In general I am the kind of person for whom busy is a desirable state of being, but not only has this neverending stream of work left me bored out of my skull and antsy for some non-work-related endeavour, my body is beginning to rebel. It demands caffeine at odd hours and is always on the lookout for a sugar rush. It also lacks the stamina to write/read/watch anything in the evenings/on the weekends. My “free time,” cobbled such as it is in five minute increments over the course of sixteen-hour days where I am continuously on-call, is spent reading blogs because my addled mind is too tired to process anything else, and suddenly it’s 2 a.m. and I might as well get to sleep.
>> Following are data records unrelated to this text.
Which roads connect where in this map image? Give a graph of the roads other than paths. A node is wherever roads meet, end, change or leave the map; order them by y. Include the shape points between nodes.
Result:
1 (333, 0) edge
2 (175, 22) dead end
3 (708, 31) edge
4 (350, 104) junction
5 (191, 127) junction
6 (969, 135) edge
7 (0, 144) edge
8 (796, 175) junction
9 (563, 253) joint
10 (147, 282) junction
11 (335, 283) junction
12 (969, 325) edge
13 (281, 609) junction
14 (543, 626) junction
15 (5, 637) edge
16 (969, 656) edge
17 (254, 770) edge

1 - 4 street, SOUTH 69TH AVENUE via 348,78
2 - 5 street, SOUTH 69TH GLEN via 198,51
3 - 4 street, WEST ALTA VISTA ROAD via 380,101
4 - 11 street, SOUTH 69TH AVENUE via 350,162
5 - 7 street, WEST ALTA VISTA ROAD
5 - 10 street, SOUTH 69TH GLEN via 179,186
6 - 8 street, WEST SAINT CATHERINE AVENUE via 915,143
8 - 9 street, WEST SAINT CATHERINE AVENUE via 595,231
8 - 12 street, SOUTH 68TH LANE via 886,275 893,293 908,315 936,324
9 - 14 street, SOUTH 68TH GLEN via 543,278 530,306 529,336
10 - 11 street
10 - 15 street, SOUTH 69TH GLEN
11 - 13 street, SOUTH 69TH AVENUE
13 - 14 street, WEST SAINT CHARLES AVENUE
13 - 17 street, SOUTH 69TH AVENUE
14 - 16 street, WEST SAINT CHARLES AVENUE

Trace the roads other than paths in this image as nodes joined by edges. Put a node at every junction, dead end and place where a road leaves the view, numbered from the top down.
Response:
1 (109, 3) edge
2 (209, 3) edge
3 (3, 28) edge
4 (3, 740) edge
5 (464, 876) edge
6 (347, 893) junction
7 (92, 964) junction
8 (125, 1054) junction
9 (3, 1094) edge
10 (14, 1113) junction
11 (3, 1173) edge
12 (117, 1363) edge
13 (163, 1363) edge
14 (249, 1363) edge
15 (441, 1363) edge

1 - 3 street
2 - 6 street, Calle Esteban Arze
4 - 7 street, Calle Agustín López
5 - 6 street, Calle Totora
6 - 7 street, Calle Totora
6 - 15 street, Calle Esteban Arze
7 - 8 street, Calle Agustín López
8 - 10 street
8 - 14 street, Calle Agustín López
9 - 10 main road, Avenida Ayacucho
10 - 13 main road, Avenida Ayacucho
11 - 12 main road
I am in full re-evaluation of this current mode of living at the moment, which feels a little too much like, well, not-living. Don’t get me wrong – I’m materially comfortable, I am treated like an adult at my job, and I have lots of friends. Also I have an excellent cat. But this vibe is not a sustainable one.

I have received many competing pieces of advice on this point, which often include some variation of “You’re awesome, you’ll do awesome things” (see above re good friends), which is self-esteem furthering but mostly discardable due to bias (I am, after all, somewhat lovable in my tendency to dream up one world-conquering scheme after another, and Tuesday’s is always a complete departure from Monday’s, if you catch my drift).

Another common theme: “can’t you just enjoy the simple things after work?” You know, I wish I could. I see all these people – and let me be clear, I think they are generally better and more useful human beings than I – who are happy with their expensive bags and dinners out and beer, and I don’t really understand why I aspire to something else.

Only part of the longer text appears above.